## Step 1: Load player stats from SQLite database

In this step, we connect to the SQLite database where all our ESPN-scraped player data (from 2002 to 2025) is stored.  
We load the `player_season_stats` table into a pandas DataFrame called `df` so we can work with it.

In [2]:
import sqlite3
import pandas as pd

# Connect to your SQLite database
conn = sqlite3.connect("../data/sqlite/nba_mvp.db")

# Load the player season stats table into a DataFrame
df = pd.read_sql("SELECT * FROM player_season_stats", conn)
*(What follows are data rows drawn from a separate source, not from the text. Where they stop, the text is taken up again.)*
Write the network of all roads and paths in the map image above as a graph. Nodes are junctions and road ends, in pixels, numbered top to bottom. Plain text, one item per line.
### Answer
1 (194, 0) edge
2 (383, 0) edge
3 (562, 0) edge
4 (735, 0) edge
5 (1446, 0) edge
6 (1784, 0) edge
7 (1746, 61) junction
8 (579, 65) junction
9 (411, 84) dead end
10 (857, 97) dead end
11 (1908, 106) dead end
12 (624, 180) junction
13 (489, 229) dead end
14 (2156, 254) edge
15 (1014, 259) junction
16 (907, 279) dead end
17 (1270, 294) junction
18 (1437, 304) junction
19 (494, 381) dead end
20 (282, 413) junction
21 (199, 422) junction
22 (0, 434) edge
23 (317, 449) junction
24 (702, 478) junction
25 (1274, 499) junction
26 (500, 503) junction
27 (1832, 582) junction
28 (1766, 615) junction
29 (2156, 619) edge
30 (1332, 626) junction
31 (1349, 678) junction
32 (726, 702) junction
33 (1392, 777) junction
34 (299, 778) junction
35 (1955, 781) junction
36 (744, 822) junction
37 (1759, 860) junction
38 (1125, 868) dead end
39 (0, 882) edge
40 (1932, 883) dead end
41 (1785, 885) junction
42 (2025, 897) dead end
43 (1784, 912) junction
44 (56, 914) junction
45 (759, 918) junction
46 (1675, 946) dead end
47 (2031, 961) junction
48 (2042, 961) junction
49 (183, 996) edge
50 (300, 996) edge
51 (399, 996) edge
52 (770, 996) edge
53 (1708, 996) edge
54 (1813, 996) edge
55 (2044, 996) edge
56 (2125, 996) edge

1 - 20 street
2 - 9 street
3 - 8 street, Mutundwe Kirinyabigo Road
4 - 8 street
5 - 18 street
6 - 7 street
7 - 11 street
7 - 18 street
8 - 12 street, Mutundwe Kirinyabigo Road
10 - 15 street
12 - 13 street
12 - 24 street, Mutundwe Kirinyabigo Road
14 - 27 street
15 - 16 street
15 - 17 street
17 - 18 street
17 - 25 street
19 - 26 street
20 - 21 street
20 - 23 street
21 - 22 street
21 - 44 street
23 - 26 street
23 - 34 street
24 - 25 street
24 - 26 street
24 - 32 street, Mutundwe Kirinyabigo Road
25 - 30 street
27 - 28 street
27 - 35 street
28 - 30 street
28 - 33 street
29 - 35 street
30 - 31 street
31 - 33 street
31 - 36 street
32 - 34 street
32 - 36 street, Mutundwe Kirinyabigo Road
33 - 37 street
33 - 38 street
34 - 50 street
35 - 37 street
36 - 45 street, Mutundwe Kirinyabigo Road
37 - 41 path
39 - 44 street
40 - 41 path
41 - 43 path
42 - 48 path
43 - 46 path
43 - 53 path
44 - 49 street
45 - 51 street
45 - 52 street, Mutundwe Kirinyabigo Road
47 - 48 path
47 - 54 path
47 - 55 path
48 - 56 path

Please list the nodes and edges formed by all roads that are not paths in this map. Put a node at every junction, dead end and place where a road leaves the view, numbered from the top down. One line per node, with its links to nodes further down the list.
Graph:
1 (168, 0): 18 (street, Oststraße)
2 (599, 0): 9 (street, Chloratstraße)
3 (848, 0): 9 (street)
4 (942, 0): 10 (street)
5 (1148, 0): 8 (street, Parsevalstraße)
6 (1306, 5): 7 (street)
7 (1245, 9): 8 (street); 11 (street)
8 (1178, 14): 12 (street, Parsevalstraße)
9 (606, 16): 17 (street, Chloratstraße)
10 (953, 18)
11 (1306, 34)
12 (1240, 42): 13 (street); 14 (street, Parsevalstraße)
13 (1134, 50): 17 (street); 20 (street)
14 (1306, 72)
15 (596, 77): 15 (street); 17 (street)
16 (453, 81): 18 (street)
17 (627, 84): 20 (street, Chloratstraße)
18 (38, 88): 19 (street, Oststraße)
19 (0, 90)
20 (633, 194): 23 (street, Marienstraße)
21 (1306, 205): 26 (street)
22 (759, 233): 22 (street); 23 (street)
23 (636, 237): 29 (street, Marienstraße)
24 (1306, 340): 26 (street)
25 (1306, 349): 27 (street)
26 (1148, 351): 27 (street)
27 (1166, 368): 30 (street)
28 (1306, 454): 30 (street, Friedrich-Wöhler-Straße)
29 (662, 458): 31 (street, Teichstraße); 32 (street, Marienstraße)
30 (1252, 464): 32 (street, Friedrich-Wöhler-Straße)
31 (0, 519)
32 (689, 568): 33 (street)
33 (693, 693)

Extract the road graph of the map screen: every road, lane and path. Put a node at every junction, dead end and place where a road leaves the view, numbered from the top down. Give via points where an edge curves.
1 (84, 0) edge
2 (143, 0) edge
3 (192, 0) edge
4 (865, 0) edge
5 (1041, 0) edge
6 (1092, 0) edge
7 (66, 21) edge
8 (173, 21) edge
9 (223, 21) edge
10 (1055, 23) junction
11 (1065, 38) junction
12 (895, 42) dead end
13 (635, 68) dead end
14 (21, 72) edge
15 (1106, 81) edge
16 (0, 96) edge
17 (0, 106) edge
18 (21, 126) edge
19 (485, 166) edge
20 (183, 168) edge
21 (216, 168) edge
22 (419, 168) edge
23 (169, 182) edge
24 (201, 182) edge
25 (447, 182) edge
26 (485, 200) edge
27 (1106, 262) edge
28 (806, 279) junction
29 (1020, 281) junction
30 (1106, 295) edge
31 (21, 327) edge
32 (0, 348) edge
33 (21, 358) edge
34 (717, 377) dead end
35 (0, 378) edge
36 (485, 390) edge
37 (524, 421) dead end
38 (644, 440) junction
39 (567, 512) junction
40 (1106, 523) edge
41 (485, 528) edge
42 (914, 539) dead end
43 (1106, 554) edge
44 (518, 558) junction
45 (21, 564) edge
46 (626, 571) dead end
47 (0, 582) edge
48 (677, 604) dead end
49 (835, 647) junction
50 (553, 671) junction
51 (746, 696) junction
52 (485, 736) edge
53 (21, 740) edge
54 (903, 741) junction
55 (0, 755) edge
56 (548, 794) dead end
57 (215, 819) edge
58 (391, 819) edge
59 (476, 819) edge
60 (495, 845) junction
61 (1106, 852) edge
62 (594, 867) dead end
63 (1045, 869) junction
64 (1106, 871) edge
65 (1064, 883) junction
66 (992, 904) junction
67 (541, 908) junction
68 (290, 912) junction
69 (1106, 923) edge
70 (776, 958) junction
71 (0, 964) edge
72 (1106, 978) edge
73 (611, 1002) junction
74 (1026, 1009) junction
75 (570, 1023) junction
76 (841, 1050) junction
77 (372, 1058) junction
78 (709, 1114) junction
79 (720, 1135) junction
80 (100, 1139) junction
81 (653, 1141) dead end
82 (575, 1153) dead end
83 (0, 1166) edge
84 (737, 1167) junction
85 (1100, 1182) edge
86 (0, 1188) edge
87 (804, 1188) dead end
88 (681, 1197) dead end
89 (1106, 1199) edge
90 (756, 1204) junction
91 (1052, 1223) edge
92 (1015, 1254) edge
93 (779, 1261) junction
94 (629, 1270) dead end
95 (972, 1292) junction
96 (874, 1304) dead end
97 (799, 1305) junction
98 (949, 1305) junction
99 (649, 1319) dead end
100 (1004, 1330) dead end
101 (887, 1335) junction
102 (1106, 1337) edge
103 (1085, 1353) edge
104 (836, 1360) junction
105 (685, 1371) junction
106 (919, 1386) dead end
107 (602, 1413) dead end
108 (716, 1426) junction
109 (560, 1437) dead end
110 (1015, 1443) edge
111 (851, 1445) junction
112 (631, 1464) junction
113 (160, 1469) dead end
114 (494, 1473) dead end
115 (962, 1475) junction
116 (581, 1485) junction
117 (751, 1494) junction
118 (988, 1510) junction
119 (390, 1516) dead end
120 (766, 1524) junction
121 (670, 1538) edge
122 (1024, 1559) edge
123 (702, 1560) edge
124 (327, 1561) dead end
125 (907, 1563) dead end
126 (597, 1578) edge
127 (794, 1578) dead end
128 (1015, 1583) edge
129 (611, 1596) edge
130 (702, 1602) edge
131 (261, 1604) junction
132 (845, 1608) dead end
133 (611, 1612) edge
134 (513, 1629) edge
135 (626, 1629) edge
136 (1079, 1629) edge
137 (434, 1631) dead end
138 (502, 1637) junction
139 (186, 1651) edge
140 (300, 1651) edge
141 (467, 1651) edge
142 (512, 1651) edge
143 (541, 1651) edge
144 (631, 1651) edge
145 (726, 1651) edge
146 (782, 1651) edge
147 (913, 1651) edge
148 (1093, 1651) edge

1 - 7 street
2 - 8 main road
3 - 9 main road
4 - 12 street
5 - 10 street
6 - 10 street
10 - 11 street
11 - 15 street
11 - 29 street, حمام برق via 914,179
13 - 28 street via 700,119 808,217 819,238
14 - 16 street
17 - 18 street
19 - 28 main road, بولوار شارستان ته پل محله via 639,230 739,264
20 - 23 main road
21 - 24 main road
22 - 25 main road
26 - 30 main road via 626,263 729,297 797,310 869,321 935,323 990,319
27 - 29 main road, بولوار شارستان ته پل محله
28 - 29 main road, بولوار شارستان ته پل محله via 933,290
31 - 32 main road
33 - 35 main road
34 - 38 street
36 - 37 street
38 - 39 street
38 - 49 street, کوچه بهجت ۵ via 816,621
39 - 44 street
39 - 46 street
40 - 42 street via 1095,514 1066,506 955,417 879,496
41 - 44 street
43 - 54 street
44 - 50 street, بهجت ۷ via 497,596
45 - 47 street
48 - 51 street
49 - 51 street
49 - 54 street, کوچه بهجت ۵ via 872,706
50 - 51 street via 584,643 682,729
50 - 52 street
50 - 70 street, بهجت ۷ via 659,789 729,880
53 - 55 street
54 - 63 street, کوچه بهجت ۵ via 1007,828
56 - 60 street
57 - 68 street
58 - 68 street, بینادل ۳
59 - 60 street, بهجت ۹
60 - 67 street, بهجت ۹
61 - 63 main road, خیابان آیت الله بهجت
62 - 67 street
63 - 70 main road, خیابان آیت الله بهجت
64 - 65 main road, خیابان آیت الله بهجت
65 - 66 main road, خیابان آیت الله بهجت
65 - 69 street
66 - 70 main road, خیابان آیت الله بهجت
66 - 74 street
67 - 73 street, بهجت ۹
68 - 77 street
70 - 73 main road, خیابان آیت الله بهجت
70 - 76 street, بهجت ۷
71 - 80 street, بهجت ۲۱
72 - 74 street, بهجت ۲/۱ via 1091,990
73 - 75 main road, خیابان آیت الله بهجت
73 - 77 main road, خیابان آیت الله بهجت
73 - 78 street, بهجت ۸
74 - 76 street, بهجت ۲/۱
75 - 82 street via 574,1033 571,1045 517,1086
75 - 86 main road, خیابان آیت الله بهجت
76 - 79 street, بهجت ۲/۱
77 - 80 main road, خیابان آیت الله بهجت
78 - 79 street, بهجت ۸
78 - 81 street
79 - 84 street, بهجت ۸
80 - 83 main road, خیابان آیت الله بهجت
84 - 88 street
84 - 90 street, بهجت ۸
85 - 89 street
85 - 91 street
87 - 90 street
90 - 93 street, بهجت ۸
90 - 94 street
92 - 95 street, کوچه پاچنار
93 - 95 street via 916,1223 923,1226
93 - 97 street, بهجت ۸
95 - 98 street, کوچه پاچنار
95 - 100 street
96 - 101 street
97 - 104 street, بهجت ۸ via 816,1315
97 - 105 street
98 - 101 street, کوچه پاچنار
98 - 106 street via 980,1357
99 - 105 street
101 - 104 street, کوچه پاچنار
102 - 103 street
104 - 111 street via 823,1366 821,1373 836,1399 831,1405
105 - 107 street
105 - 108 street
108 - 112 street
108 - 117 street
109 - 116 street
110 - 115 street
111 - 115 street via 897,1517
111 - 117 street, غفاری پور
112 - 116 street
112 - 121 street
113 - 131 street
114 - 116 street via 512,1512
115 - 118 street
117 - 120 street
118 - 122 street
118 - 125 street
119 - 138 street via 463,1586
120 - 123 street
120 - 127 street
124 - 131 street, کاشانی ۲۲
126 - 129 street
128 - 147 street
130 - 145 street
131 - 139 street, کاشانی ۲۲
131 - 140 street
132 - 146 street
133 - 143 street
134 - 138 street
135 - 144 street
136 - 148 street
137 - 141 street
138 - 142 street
# Close the database connection
conn.close()

# Preview the first few rows
df.head()

Unnamed: 0,RK,Name,POS,GP,MIN,PTS,FGM,FGA,FG%,3PM,...,FTA,FT%,REB,AST,STL,BLK,TO,DD2,TD3,season
0,-,Allen IversonPHI,SG,60,43.7,31.4,11.1,27.8,39.8,1.3,...,9.8,81.2,4.5,5.5,2.8,0.2,4.0,4,1,2002
1,-,Shaquille O'NealLAL,C,67,36.1,27.2,10.6,18.3,57.9,0.0,...,10.7,55.5,10.7,3.0,0.6,2.0,2.6,40,0,2002
2,-,Paul PierceBOS,SF,82,40.3,26.1,8.6,19.5,44.2,2.6,...,7.8,80.9,6.9,3.2,1.9,1.0,2.9,17,0,2002
3,-,Tracy McGradyORL,SG,76,38.3,25.6,9.4,20.9,45.1,1.4,...,7.3,74.8,7.9,5.3,1.6,1.0,2.5,24,1,2002
4,-,Tim DuncanSA,C,82,40.6,25.5,9.3,18.3,50.8,0.0,...,8.5,79.9,12.7,3.7,0.7,2.5,3.2,67,0,2002


## Step 2A: Split player_name and team_name from Name column

In the raw data, the `Name` column combines both the player’s name and their team abbreviation (e.g., "Allen IversonPHI").  
We split this into two new columns:
- `player_name`: Just the player's name
- `team_name`: 2–3 letter team abbreviation (used later to match team stats)


In [3]:
df['team_name'] = df['Name'].str.extract(r'([A-Z]{2,3})$', expand=False)
df['player_name'] = df['Name'].str.replace(r'([A-Z]{2,3})$', '', regex=True).str.strip()
df[['Name', 'player_name', 'team_name']].head(10)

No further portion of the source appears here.